Ten years ago Sunday, I lost my mother, Norma Lang Steuerle, when American Airlines Flight 77 was flown into the Pentagon.
Much has changed in the world and in my life over the past decade. I got married and have two children. I have a job I love. Despite the events of 10 years ago, I feel very lucky. But I also feel conflicted.
Every year on Sept. 11, and especially in the lead-up to this 10th anniversary, I am invited to events aimed at reflection and remembrance of that horrible day. I am grateful to the many people who make these thoughtful and well-organized events happen. Through them, I have felt the nation’s care and concern for me and for my family.
But I can’t help but wonder if this is really the best way, now, to remember my mother and the thousands of others who died on Sept. 11, 2001. Yes, some family members and first responders are still living with illness, health problems and other horrors of Sept. 11, and for some, such events might help to heal their emotional wounds and soothe their physical pain.
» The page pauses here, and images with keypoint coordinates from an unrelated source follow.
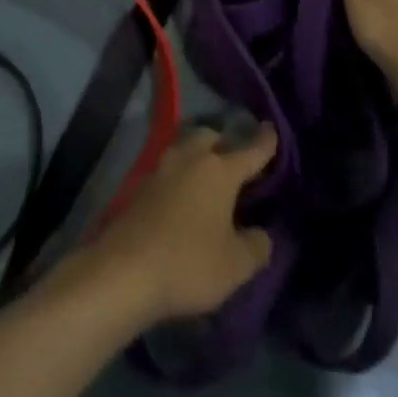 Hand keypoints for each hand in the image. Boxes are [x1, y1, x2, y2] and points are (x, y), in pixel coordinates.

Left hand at [79, 125, 275, 325]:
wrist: (126, 269)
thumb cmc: (190, 263)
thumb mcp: (236, 265)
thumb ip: (256, 246)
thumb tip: (261, 234)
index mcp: (218, 170)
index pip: (249, 151)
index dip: (264, 142)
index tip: (271, 128)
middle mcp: (189, 158)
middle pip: (209, 137)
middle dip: (225, 143)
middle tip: (237, 162)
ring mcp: (161, 168)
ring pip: (185, 148)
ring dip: (199, 156)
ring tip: (212, 178)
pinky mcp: (141, 184)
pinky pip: (169, 169)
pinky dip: (182, 175)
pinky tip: (186, 196) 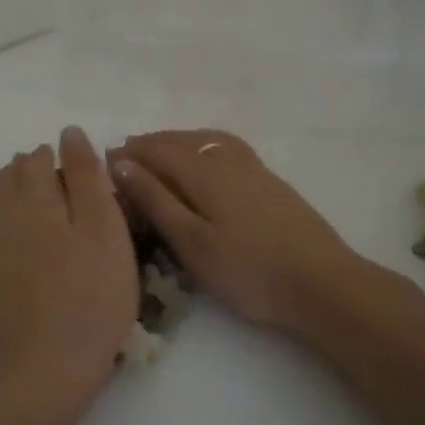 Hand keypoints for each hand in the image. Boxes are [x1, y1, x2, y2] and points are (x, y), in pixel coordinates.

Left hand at [0, 127, 138, 390]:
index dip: (57, 159)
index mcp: (36, 196)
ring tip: (27, 199)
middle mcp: (0, 210)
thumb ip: (86, 177)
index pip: (39, 158)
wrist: (48, 362)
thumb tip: (68, 133)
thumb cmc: (91, 294)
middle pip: (10, 174)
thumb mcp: (105, 230)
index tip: (76, 174)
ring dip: (6, 189)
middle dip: (30, 171)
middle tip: (57, 187)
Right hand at [109, 129, 360, 333]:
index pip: (156, 151)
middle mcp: (226, 159)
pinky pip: (225, 147)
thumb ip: (156, 200)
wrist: (322, 283)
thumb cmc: (248, 271)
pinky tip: (204, 160)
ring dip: (176, 141)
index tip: (102, 161)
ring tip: (158, 151)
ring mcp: (253, 168)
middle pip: (180, 140)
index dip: (129, 154)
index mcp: (203, 172)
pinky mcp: (270, 181)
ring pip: (205, 140)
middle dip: (149, 144)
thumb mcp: (191, 242)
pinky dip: (202, 144)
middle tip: (123, 155)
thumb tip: (122, 163) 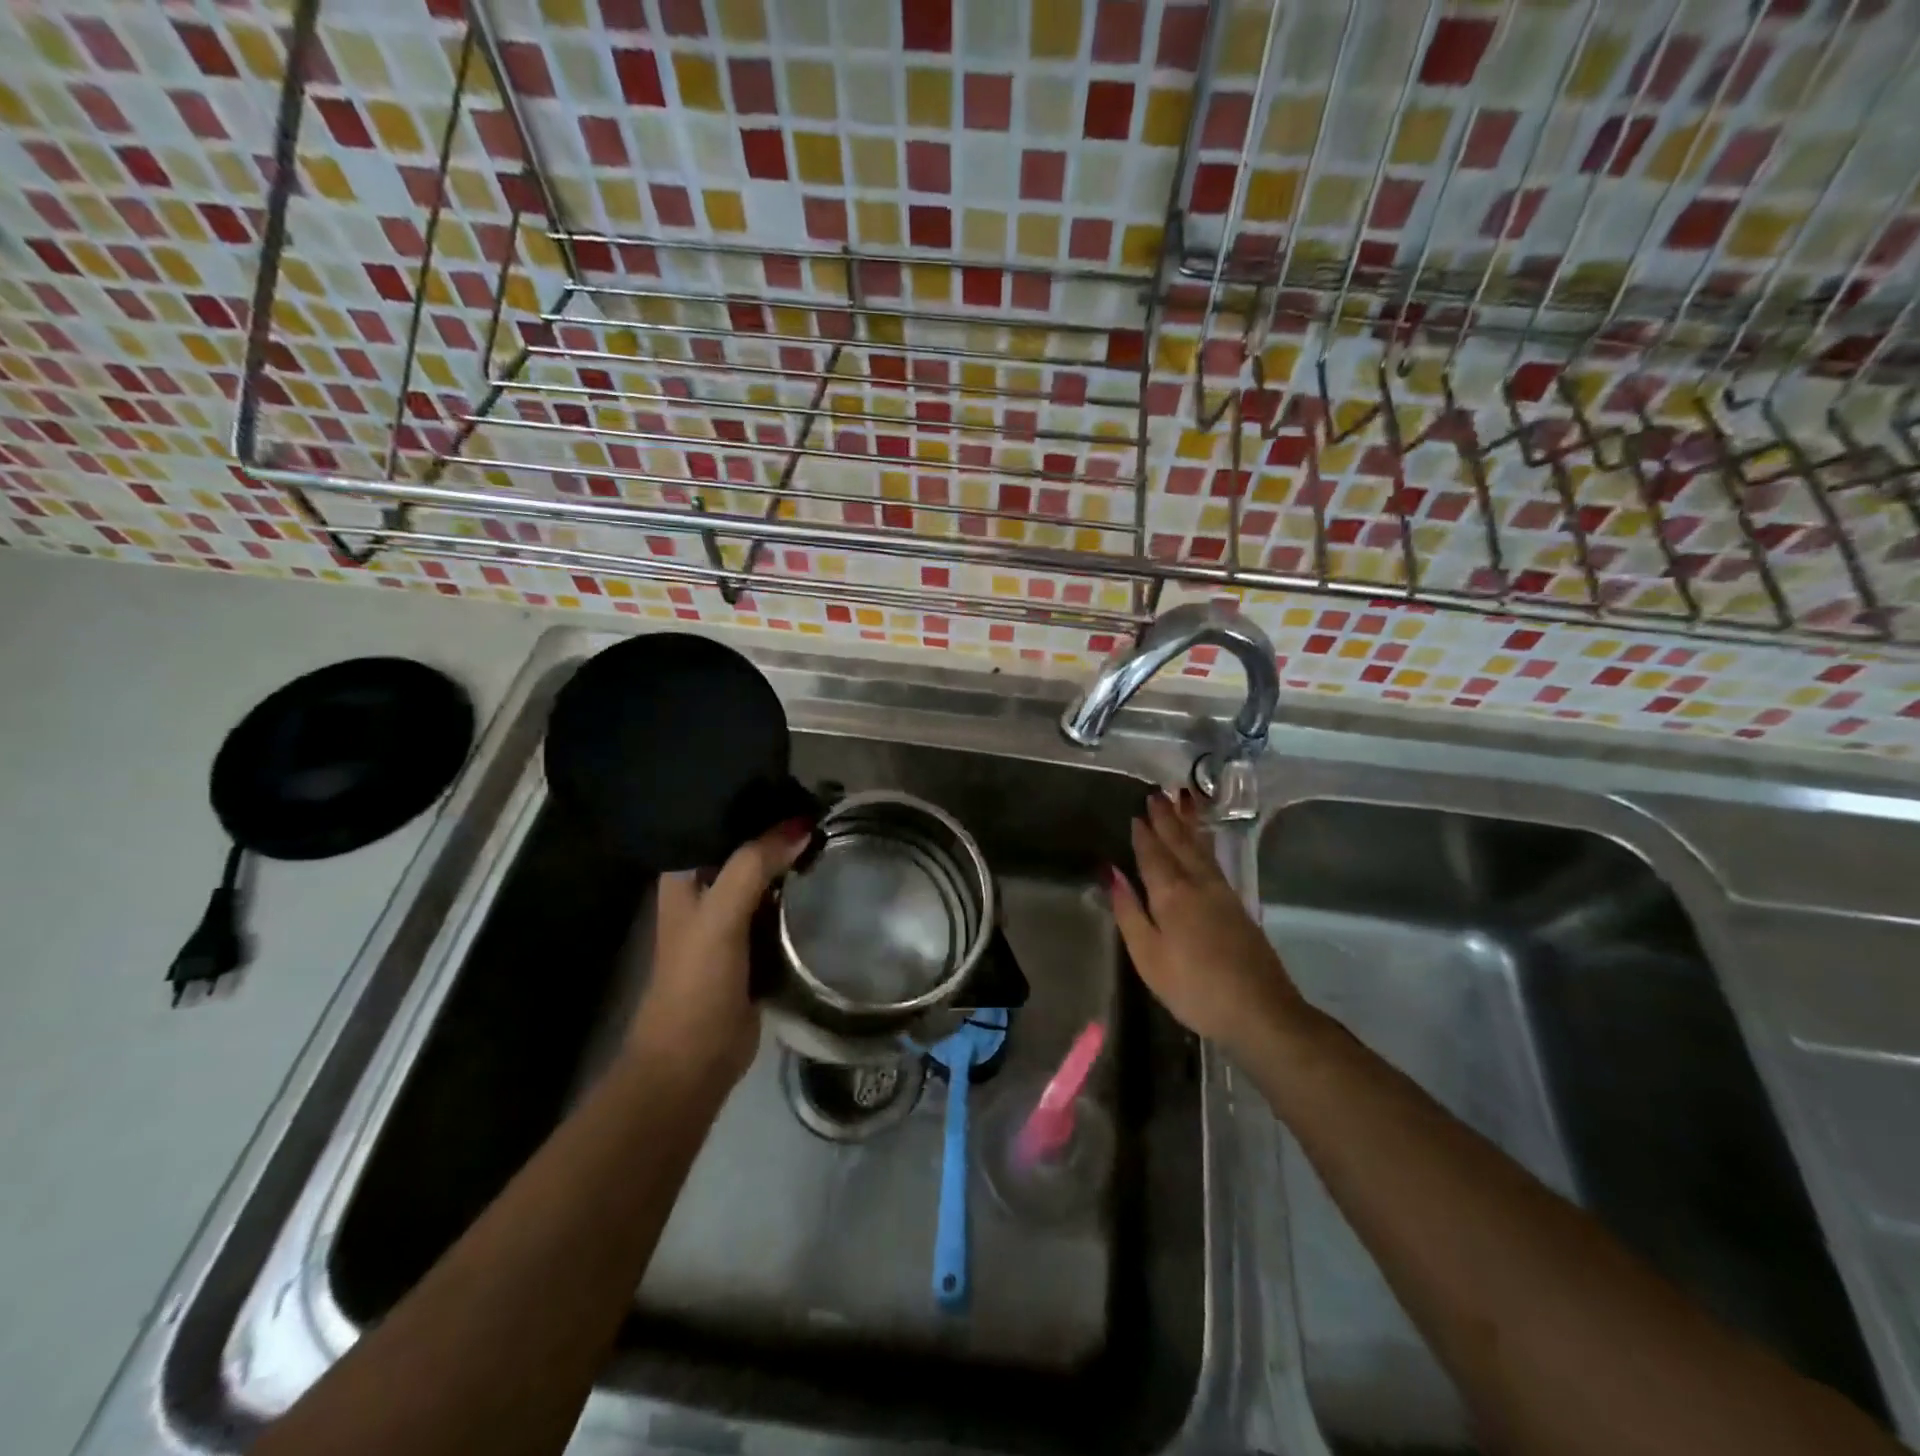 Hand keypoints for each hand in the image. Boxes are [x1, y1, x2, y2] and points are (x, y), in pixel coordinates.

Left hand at [627, 819, 812, 1087]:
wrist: (693, 1060)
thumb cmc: (696, 981)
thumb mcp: (721, 916)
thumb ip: (754, 866)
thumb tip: (802, 825)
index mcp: (686, 876)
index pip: (720, 823)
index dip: (754, 805)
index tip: (798, 786)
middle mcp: (707, 890)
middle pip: (748, 849)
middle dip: (781, 832)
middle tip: (826, 810)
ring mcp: (732, 918)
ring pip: (768, 878)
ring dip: (794, 863)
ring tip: (835, 834)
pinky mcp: (756, 944)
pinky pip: (781, 908)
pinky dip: (801, 895)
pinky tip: (829, 878)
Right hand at [1108, 791, 1304, 1057]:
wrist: (1259, 1011)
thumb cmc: (1193, 988)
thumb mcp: (1148, 956)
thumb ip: (1129, 912)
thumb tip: (1112, 872)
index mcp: (1171, 895)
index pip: (1152, 855)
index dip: (1144, 834)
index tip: (1137, 812)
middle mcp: (1197, 884)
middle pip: (1179, 843)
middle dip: (1167, 818)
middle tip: (1158, 793)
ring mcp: (1222, 893)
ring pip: (1200, 848)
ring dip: (1189, 823)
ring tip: (1183, 800)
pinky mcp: (1238, 906)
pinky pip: (1214, 860)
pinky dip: (1205, 842)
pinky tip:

Here’s the other side, though, for me anyway: Sometimes I feel I am asked to attend my mother’s funeral again and again, year after year.
I wonder what my mom, a clinical psychologist, would think of these memorials. Would she tell me to look back less and look ahead more? Would she remind me that the final stage of grief is acceptance and renewal?
Or would she recommend that, next year on Sept. 11, we try to erect a different kind of memorial to those we lost, by participating in an event aimed at making the world more compassionate, safer and more equitable?
What if we all spent the 11th anniversary of the attacks reflecting on what we admired most about our lost loved ones and trying to emulate those ideals?
Or what if we spent time building not another structure in memorial but, instead, building our relationships with others? Or raising money for our favorite charity?
When I reflect on my mother’s ideals, I think of her compassion. She spent her life counseling and listening to others. She became a friend, and she helped her clients work toward honorable solutions for their lives. She believed that people and institutions could change, but also that change takes incredibly hard work and requires getting everyone on board.
I believe that is true for all of us — as citizens of our country and our world. If we want the world to be more compassionate, safer and more equitable, we have to work to make that happen. We all have to be on board. We should reflect on the characteristics of our loved ones that we want to keep alive, and then we must behave that way.
So next year on Sept. 11, please don’t invite me only to remembrance ceremonies. Instead, let’s make our ceremonies ones that include reflection and action.
Let us as a country move into the final stage of grief, toward acceptance and renewal. Reflect on what you want the world to be in 10 years and then look forward and act on those reflections. Transform those reflections into reality.